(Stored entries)
———
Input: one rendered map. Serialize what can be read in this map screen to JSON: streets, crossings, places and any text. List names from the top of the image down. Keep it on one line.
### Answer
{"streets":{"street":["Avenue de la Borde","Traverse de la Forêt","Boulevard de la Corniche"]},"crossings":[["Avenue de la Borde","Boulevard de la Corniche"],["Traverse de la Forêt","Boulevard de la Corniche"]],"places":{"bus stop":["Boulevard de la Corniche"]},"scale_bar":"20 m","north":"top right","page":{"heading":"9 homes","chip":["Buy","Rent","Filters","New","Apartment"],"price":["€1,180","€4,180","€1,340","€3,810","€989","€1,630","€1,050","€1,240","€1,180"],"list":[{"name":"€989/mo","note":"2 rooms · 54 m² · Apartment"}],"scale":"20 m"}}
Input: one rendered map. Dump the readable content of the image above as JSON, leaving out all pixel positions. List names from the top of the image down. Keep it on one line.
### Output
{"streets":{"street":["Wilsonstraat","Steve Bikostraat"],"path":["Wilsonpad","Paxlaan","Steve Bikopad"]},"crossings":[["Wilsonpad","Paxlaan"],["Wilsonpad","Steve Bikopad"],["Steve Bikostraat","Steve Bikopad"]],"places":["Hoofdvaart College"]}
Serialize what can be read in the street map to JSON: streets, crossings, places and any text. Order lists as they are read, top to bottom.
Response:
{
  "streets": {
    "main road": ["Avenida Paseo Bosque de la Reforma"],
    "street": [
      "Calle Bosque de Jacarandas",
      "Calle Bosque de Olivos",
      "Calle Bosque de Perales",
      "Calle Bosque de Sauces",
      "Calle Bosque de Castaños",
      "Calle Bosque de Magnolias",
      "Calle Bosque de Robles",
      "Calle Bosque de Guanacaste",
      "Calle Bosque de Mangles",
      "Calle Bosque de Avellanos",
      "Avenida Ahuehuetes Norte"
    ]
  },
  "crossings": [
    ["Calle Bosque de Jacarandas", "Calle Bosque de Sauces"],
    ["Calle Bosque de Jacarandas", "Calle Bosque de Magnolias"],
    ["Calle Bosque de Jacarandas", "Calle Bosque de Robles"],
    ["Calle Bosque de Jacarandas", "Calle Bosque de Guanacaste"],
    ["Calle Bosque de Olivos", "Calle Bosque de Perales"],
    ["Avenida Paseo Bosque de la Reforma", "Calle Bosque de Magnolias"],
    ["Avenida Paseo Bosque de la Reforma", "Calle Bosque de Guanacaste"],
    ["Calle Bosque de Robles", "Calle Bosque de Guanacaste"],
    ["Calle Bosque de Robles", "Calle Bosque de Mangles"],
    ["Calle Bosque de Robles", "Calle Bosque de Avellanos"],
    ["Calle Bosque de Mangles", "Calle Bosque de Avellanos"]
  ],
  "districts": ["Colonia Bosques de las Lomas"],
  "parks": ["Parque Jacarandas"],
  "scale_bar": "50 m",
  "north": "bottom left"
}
———
What the task asks –
Give every record again, exactly as it reads.

Task result –
Input: one rendered map. Serialize what can be read in this map screen to JSON: streets, crossings, places and any text. List names from the top of the image down. Keep it on one line.
### Answer
{"streets":{"street":["Avenue de la Borde","Traverse de la Forêt","Boulevard de la Corniche"]},"crossings":[["Avenue de la Borde","Boulevard de la Corniche"],["Traverse de la Forêt","Boulevard de la Corniche"]],"places":{"bus stop":["Boulevard de la Corniche"]},"scale_bar":"20 m","north":"top right","page":{"heading":"9 homes","chip":["Buy","Rent","Filters","New","Apartment"],"price":["€1,180","€4,180","€1,340","€3,810","€989","€1,630","€1,050","€1,240","€1,180"],"list":[{"name":"€989/mo","note":"2 rooms · 54 m² · Apartment"}],"scale":"20 m"}}
Input: one rendered map. Dump the readable content of the image above as JSON, leaving out all pixel positions. List names from the top of the image down. Keep it on one line.
### Output
{"streets":{"street":["Wilsonstraat","Steve Bikostraat"],"path":["Wilsonpad","Paxlaan","Steve Bikopad"]},"crossings":[["Wilsonpad","Paxlaan"],["Wilsonpad","Steve Bikopad"],["Steve Bikostraat","Steve Bikopad"]],"places":["Hoofdvaart College"]}
Serialize what can be read in the street map to JSON: streets, crossings, places and any text. Order lists as they are read, top to bottom.
Response:
{
  "streets": {
    "main road": ["Avenida Paseo Bosque de la Reforma"],
    "street": [
      "Calle Bosque de Jacarandas",
      "Calle Bosque de Olivos",
      "Calle Bosque de Perales",
      "Calle Bosque de Sauces",
      "Calle Bosque de Castaños",
      "Calle Bosque de Magnolias",
      "Calle Bosque de Robles",
      "Calle Bosque de Guanacaste",
      "Calle Bosque de Mangles",
      "Calle Bosque de Avellanos",
      "Avenida Ahuehuetes Norte"
    ]
  },
  "crossings": [
    ["Calle Bosque de Jacarandas", "Calle Bosque de Sauces"],
    ["Calle Bosque de Jacarandas", "Calle Bosque de Magnolias"],
    ["Calle Bosque de Jacarandas", "Calle Bosque de Robles"],
    ["Calle Bosque de Jacarandas", "Calle Bosque de Guanacaste"],
    ["Calle Bosque de Olivos", "Calle Bosque de Perales"],
    ["Avenida Paseo Bosque de la Reforma", "Calle Bosque de Magnolias"],
    ["Avenida Paseo Bosque de la Reforma", "Calle Bosque de Guanacaste"],
    ["Calle Bosque de Robles", "Calle Bosque de Guanacaste"],
    ["Calle Bosque de Robles", "Calle Bosque de Mangles"],
    ["Calle Bosque de Robles", "Calle Bosque de Avellanos"],
    ["Calle Bosque de Mangles", "Calle Bosque de Avellanos"]
  ],
  "districts": ["Colonia Bosques de las Lomas"],
  "parks": ["Parque Jacarandas"],
  "scale_bar": "50 m",
  "north": "bottom left"
}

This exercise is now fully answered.